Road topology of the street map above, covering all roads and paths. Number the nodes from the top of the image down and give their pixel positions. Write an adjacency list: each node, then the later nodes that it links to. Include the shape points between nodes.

==

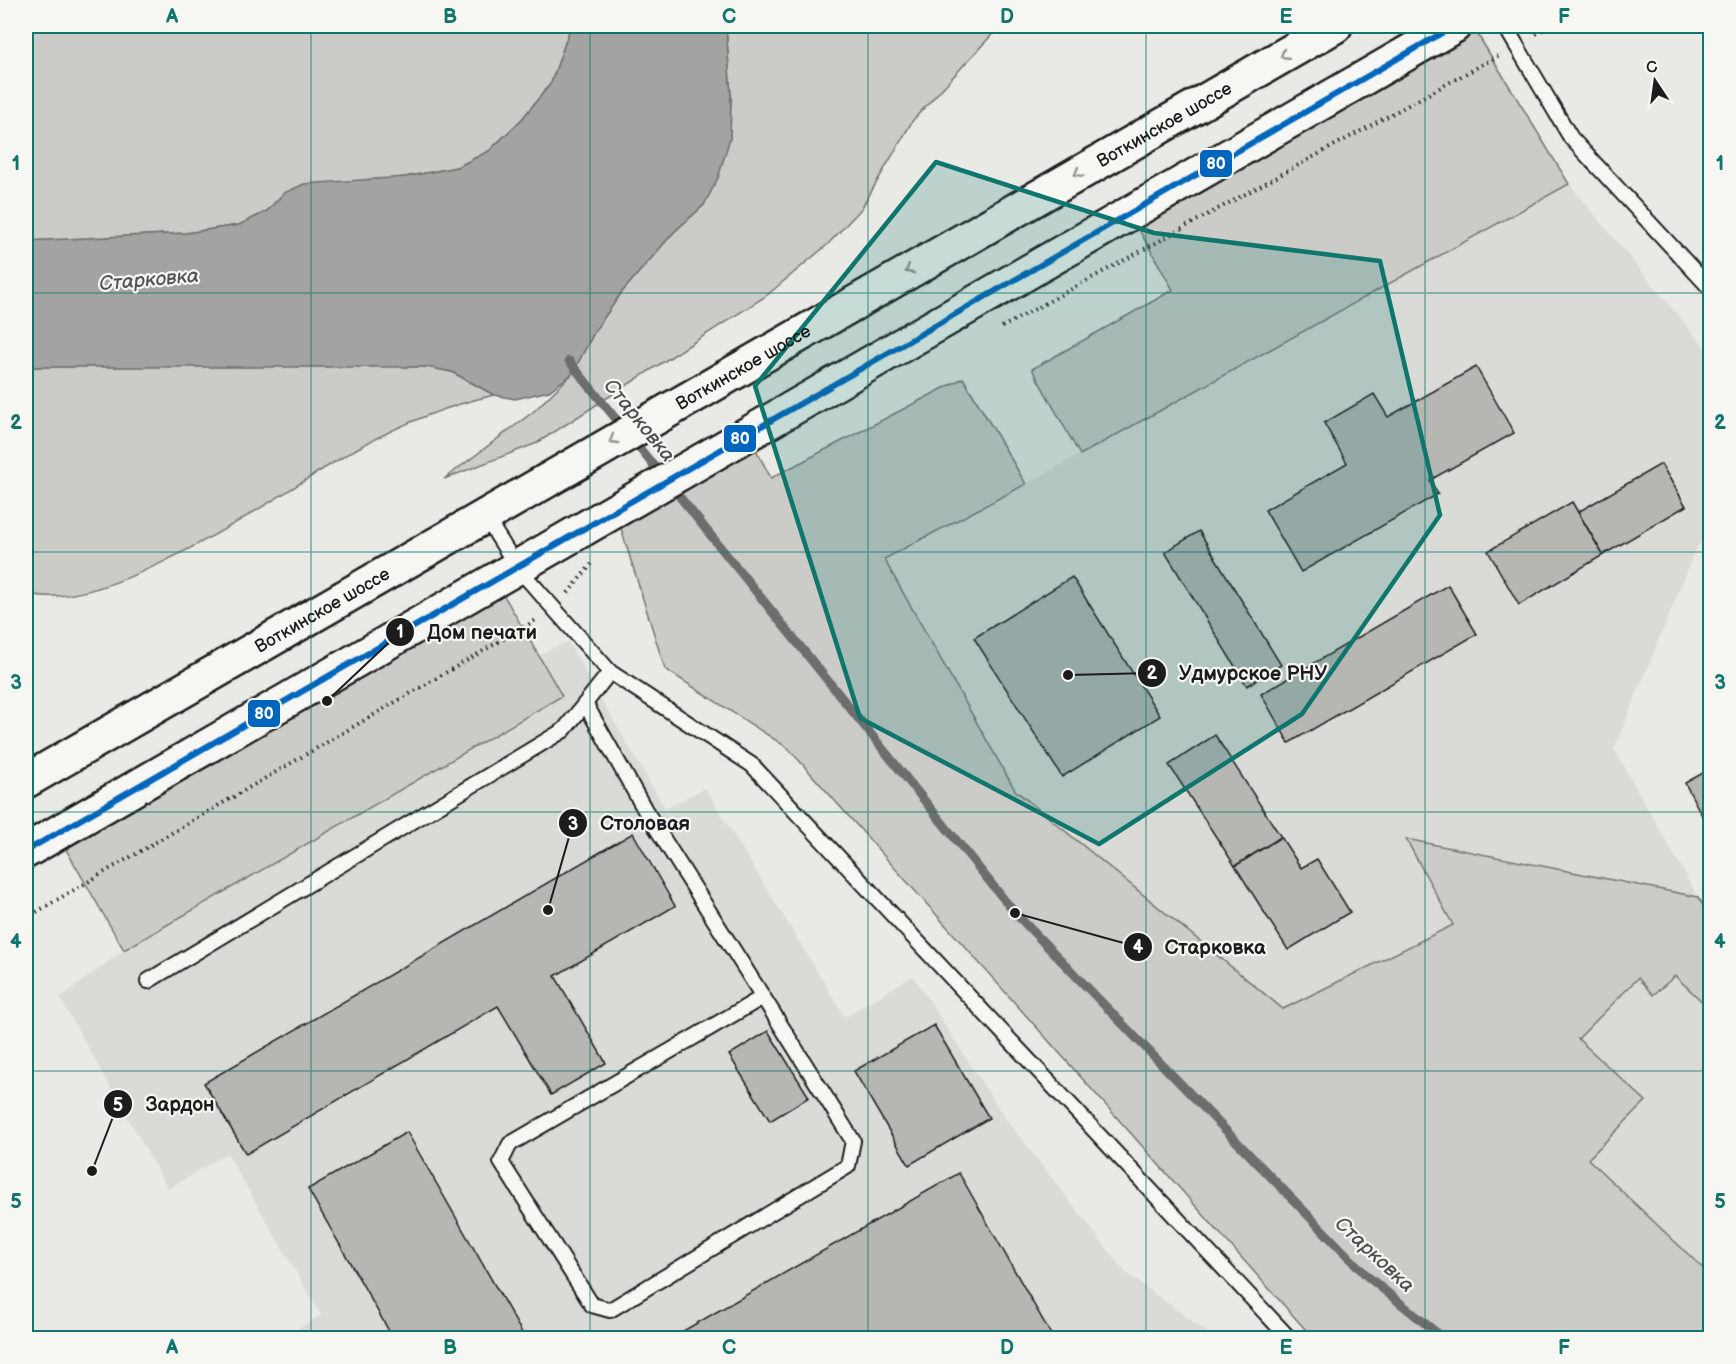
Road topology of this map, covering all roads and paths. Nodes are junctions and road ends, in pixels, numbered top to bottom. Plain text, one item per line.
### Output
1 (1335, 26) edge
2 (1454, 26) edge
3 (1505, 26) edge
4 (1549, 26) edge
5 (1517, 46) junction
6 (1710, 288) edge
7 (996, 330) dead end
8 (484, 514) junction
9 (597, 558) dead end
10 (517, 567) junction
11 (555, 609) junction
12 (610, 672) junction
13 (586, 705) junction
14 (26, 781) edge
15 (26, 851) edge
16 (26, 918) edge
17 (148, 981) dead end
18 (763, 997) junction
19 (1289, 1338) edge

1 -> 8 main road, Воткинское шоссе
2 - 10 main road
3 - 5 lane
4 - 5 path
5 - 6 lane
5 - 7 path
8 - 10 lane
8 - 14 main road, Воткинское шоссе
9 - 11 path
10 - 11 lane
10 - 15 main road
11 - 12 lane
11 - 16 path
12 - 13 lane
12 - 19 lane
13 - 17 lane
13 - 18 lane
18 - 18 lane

- **What needs to be done**
Count the lines above that contain "roads" and reply with the figure alone.

- **Output of the exercise**
2